Contos que o vento soprou
Esta obra é constituída por um conjunto de oito
breves contos, cuja diegese se constrói na fronteira entre o
referencial e o maravilhoso. Naqueles contos em que o mundo
referencial se impõe, o exotismo do Oriente deixa uma marca nítida,
levando-os a adquirir o mesmo tipo de orientação. A transição entre
o mundo onírico e o mundo referencial, igualmente presente na
coletânea, colabora nesse efeito.
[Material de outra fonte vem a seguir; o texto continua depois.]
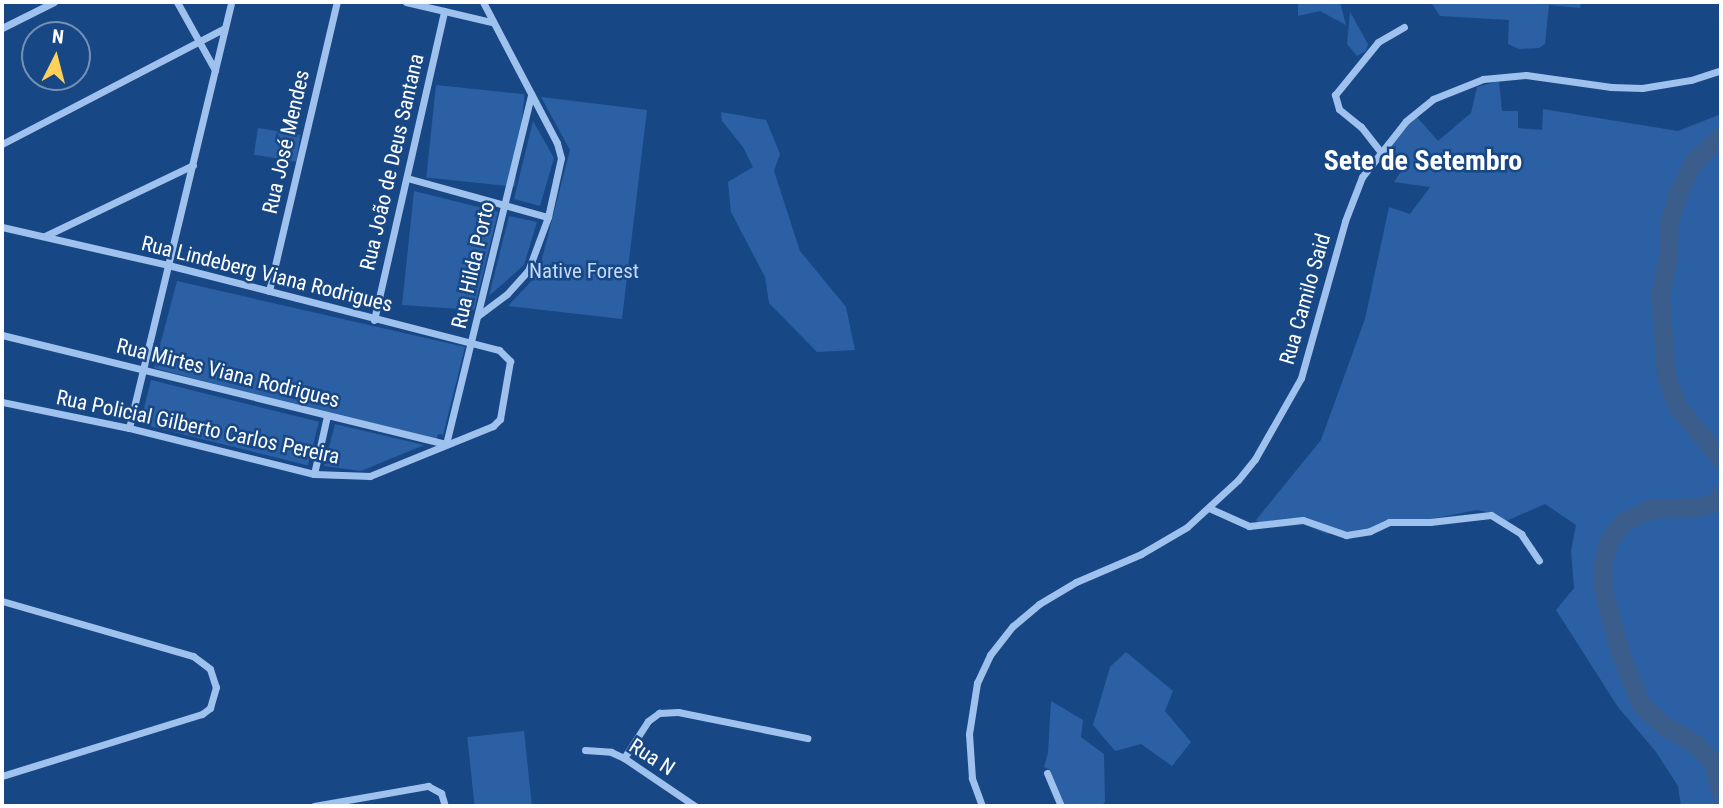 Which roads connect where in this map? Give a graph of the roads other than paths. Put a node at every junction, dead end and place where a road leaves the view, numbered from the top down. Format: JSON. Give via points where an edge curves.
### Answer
{"nodes":[{"id":1,"x":54,"y":2,"type":"edge"},
{"id":2,"x":177,"y":2,"type":"edge"},
{"id":3,"x":231,"y":2,"type":"edge"},
{"id":4,"x":337,"y":2,"type":"edge"},
{"id":5,"x":406,"y":2,"type":"edge"},
{"id":6,"x":482,"y":2,"type":"edge"},
{"id":7,"x":444,"y":11,"type":"junction"},
{"id":8,"x":491,"y":22,"type":"junction"},
{"id":9,"x":1404,"y":27,"type":"dead end"},
{"id":10,"x":2,"y":28,"type":"edge"},
{"id":11,"x":225,"y":28,"type":"junction"},
{"id":12,"x":201,"y":41,"type":"junction"},
{"id":13,"x":1721,"y":70,"type":"edge"},
{"id":14,"x":216,"y":71,"type":"junction"},
{"id":15,"x":531,"y":93,"type":"junction"},
{"id":16,"x":2,"y":144,"type":"edge"},
{"id":17,"x":1380,"y":151,"type":"junction"},
{"id":18,"x":192,"y":165,"type":"junction"},
{"id":19,"x":407,"y":178,"type":"junction"},
{"id":20,"x":505,"y":204,"type":"junction"},
{"id":21,"x":548,"y":217,"type":"junction"},
{"id":22,"x":2,"y":227,"type":"edge"},
{"id":23,"x":44,"y":236,"type":"junction"},
{"id":24,"x":168,"y":265,"type":"junction"},
{"id":25,"x":268,"y":291,"type":"junction"},
{"id":26,"x":479,"y":316,"type":"junction"},
{"id":27,"x":374,"y":320,"type":"junction"},
{"id":28,"x":2,"y":335,"type":"edge"},
{"id":29,"x":472,"y":343,"type":"junction"},
{"id":30,"x":144,"y":369,"type":"junction"},
{"id":31,"x":2,"y":403,"type":"edge"},
{"id":32,"x":327,"y":416,"type":"junction"},
{"id":33,"x":500,"y":419,"type":"joint"},
{"id":34,"x":129,"y":428,"type":"junction"},
{"id":35,"x":446,"y":444,"type":"junction"},
{"id":36,"x":314,"y":474,"type":"junction"},
{"id":37,"x":1209,"y":508,"type":"junction"},
{"id":38,"x":1539,"y":561,"type":"dead end"},
{"id":39,"x":2,"y":601,"type":"edge"},
{"id":40,"x":807,"y":737,"type":"dead end"},
{"id":41,"x":584,"y":750,"type":"dead end"},
{"id":42,"x":624,"y":758,"type":"junction"},
{"id":43,"x":1047,"y":773,"type":"dead end"},
{"id":44,"x":2,"y":776,"type":"edge"},
{"id":45,"x":314,"y":806,"type":"edge"},
{"id":46,"x":445,"y":806,"type":"edge"},
{"id":47,"x":695,"y":806,"type":"edge"},
{"id":48,"x":982,"y":806,"type":"edge"},
{"id":49,"x":1061,"y":806,"type":"edge"}],
"edges":[{"from":1,"to":10,"type":"street"},
{"from":2,"to":12,"type":"street"},
{"from":3,"to":11,"type":"street"},
{"from":4,"to":25,"type":"street","name":"Rua José Mendes"},
{"from":5,"to":7,"type":"street"},
{"from":6,"to":8,"type":"street"},
{"from":7,"to":8,"type":"street"},
{"from":7,"to":19,"type":"street","name":"Rua João de Deus Santana"},
{"from":8,"to":15,"type":"street"},
{"from":9,"to":17,"type":"street","via":[[1378,42],[1335,95],[1339,108]]},
{"from":11,"to":12,"type":"street"},
{"from":11,"to":14,"type":"street"},
{"from":12,"to":14,"type":"street"},
{"from":12,"to":16,"type":"street"},
{"from":13,"to":17,"type":"street","name":"Rua Camilo Said","via":[[1642,88],[1526,75],[1483,79],[1433,99]]},
{"from":14,"to":18,"type":"street"},
{"from":15,"to":20,"type":"street","name":"Rua Hilda Porto"},
{"from":15,"to":21,"type":"street","via":[[561,158]]},
{"from":17,"to":37,"type":"street","name":"Rua Camilo Said","via":[[1362,177],[1349,209],[1301,378],[1255,459]]},
{"from":18,"to":23,"type":"street"},
{"from":18,"to":24,"type":"street"},
{"from":19,"to":20,"type":"street"},
{"from":19,"to":27,"type":"street","name":"Rua João de Deus Santana"},
{"from":20,"to":21,"type":"street"},
{"from":20,"to":26,"type":"street","name":"Rua Hilda Porto"},
{"from":21,"to":26,"type":"street","via":[[528,271]]},
{"from":22,"to":23,"type":"street","name":"Rua Lindeberg Viana Rodrigues"},
{"from":23,"to":24,"type":"street","name":"Rua Lindeberg Viana Rodrigues"},
{"from":24,"to":25,"type":"street","name":"Rua Lindeberg Viana Rodrigues"},
{"from":24,"to":30,"type":"street"},
{"from":25,"to":27,"type":"street","name":"Rua Lindeberg Viana Rodrigues"},
{"from":26,"to":29,"type":"street","name":"Rua Hilda Porto"},
{"from":27,"to":29,"type":"street","name":"Rua Lindeberg Viana Rodrigues"},
{"from":28,"to":30,"type":"street","name":"Rua Mirtes Viana Rodrigues"},
{"from":29,"to":33,"type":"street","name":"Rua Lindeberg Viana Rodrigues","via":[[506,355],[510,370]]},
{"from":29,"to":35,"type":"street","name":"Rua Hilda Porto"},
{"from":30,"to":32,"type":"street","name":"Rua Mirtes Viana Rodrigues"},
{"from":30,"to":34,"type":"street"},
{"from":31,"to":34,"type":"street","name":"Rua Policial Gilberto Carlos Pereira"},
{"from":32,"to":35,"type":"street","name":"Rua Mirtes Viana Rodrigues"},
{"from":32,"to":36,"type":"street"},
{"from":33,"to":35,"type":"street","name":"Rua Policial Gilberto Carlos Pereira","via":[[484,431]]},
{"from":34,"to":36,"type":"street","name":"Rua Policial Gilberto Carlos Pereira"},
{"from":35,"to":36,"type":"street","name":"Rua Policial Gilberto Carlos Pereira","via":[[370,476]]},
{"from":37,"to":38,"type":"street","via":[[1249,526],[1303,520],[1346,535],[1389,522],[1430,523],[1491,515],[1521,534]]},
{"from":37,"to":48,"type":"street","name":"Rua Camilo Said","via":[[1164,542],[1055,594],[1025,614],[1000,639],[981,671],[972,704],[972,778]]},
{"from":39,"to":44,"type":"street","via":[[193,656],[210,669],[215,687],[210,708],[202,714]]},
{"from":40,"to":42,"type":"street","via":[[678,712],[659,713],[648,721]]},
{"from":41,"to":42,"type":"street","name":"Rua N"},
{"from":42,"to":47,"type":"street","name":"Rua N"},
{"from":43,"to":49,"type":"street"},
{"from":45,"to":46,"type":"street","via":[[428,786],[441,793]]}]}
Os universos recriados,
predominantemente naturais, assim como as personagens que neles
atuam, são descritos de forma pormenorizada e minuciosa, às vezes
com vista a reforçar qualidades e a recriar ambientes eufóricos.
Um dos traços caraterizadores destes contos reside na animização ou na personificação de elementos naturais, plantas e animais, que ocorrem como agentes nas predicações estabelecidas. O sol ou os seus raios adquirem vida e interagem com os habitantes do mundo, os peixes falam, os pássaros habitam os sonhos e mudam a vida dos homens. Num dos contos, "uma gota de água amanheceu a deslizar entre duas pedras"; noutro, o vento "também gostava de fazer as suas brincadeiras e muitas vezes quem pregava partidas era ele", e era "curioso e implicante"; noutro ainda, "a natureza, mesmo em silêncio, ria e cantava sem parar".
A relação entre o homem, os elementos, os animais e as plantas, ou seja, o meio em que este se move, é harmoniosa, mas é concebida, em vários contos, como tendencialmente antropocêntrica - o homem tende a ser configurado como figura central e tudo existe em função dele. Contudo, em particular nos dois contos finais, a obra encerra potencialidades ao nível da literacia ecológica. No primeiro deles, "A Ribeira do Anjo", é desenhada uma circunstância de grande harmonia entre os humanos e o meio natural, e não é apagada a relação de mútua dependência. No segundo, "A Fadazinha", a natureza concretiza-se, dá-se a ver, oferece-se ao olhar e à ação dos homens como algo palpável, contável, sensível e frágil, contribuindo para a tomada de consciência da existência dos elementos naturais pelo leitor virtual.
Um palavra final para as ilustrações de Emílio Remelhe, que asseguram a coerência visual do livro e a ligação entre os diferentes contos. No estilo que lhe é habitual, muito sóbrio e cuidado, o artista recria com subtileza os motivos centrais das histórias, com especial atenção para as personagens, humanas ou animais. A técnica colabora na sugestão de uma certa imprecisão das formas, deixando espaço à interpretação do leitor, mas também sugere movimento, além de sublinhar o caráter maravilhoso, quase etéreo, de alguns motivos.